* [DATA FOR PROCESSING]:
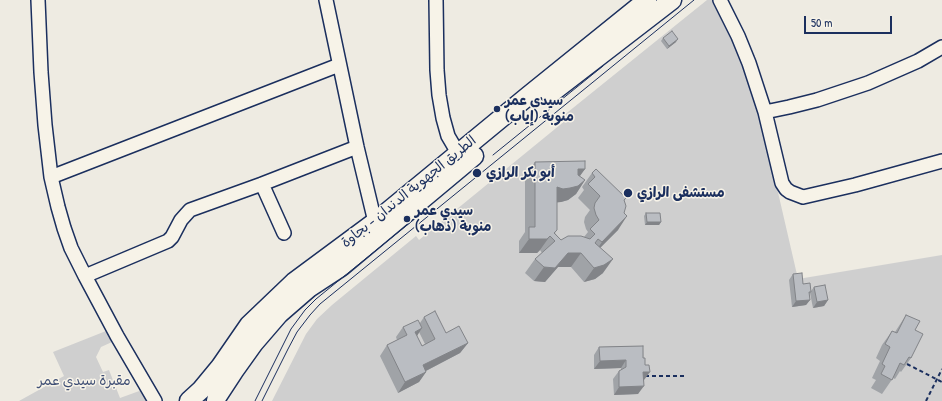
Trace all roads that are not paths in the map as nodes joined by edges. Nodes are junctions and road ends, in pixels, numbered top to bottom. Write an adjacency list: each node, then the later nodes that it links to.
1 (38, 0): 14 (street)
2 (326, 0): 9 (street)
3 (436, 0): 12 (street)
4 (629, 0): 7 (main road)
5 (720, 0): 10 (street)
6 (658, 3): 7 (main road, الطريق الجهوية الدندان - بجاوة); 16 (main road, الطريق الجهوية الدندان - بجاوة)
7 (625, 18): 12 (main road, الطريق الجهوية الدندان - بجاوة)
8 (942, 47): 10 (street)
9 (339, 65): 11 (street); 14 (street)
10 (765, 112): 13 (street)
11 (357, 147): 15 (street); 16 (street)
12 (458, 153): 16 (main road, الطريق الجهوية الدندان - بجاوة)
13 (942, 161)
14 (51, 178): 18 (street)
15 (262, 184): 17 (street); 18 (street)
16 (378, 227): 20 (main road, الطريق الجهوية الدندان - بجاوة); 21 (main road, الطريق الجهوية الدندان - بجاوة)
17 (284, 233)
18 (85, 276): 19 (street)
19 (155, 401)
20 (189, 401)
21 (216, 401)

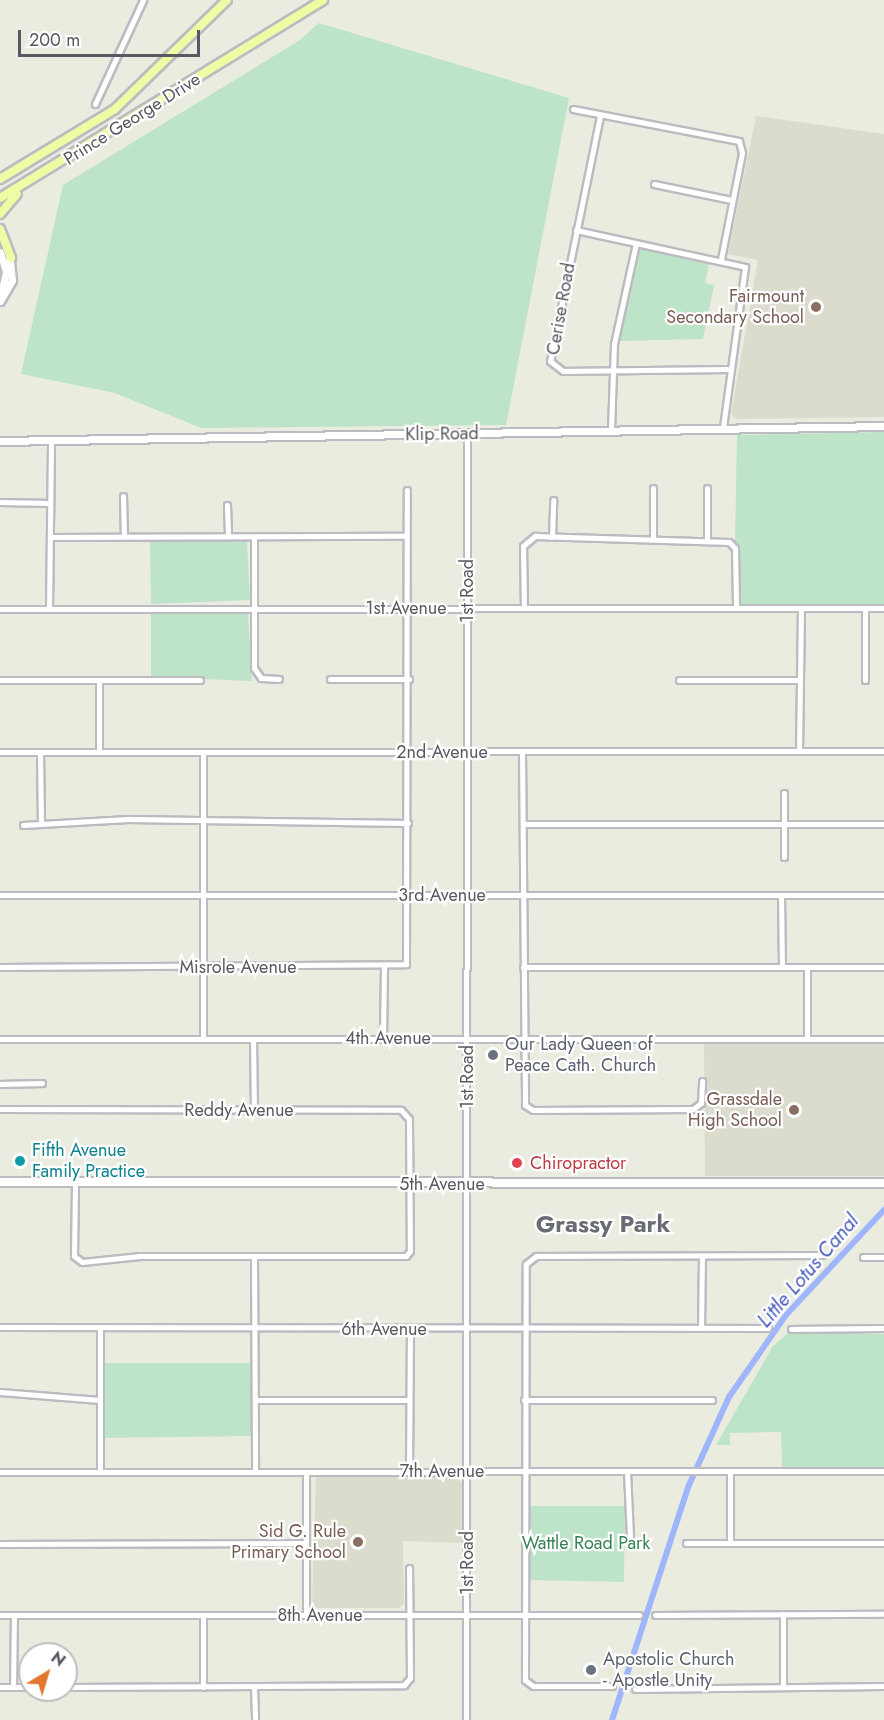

* [EXERCISE]: Retype the data exactly; images stay out.

* [TASK RESULT]:
Trace all roads that are not paths in the map as nodes joined by edges. Nodes are junctions and road ends, in pixels, numbered top to bottom. Write an adjacency list: each node, then the later nodes that it links to.
1 (38, 0): 14 (street)
2 (326, 0): 9 (street)
3 (436, 0): 12 (street)
4 (629, 0): 7 (main road)
5 (720, 0): 10 (street)
6 (658, 3): 7 (main road, الطريق الجهوية الدندان - بجاوة); 16 (main road, الطريق الجهوية الدندان - بجاوة)
7 (625, 18): 12 (main road, الطريق الجهوية الدندان - بجاوة)
8 (942, 47): 10 (street)
9 (339, 65): 11 (street); 14 (street)
10 (765, 112): 13 (street)
11 (357, 147): 15 (street); 16 (street)
12 (458, 153): 16 (main road, الطريق الجهوية الدندان - بجاوة)
13 (942, 161)
14 (51, 178): 18 (street)
15 (262, 184): 17 (street); 18 (street)
16 (378, 227): 20 (main road, الطريق الجهوية الدندان - بجاوة); 21 (main road, الطريق الجهوية الدندان - بجاوة)
17 (284, 233)
18 (85, 276): 19 (street)
19 (155, 401)
20 (189, 401)
21 (216, 401)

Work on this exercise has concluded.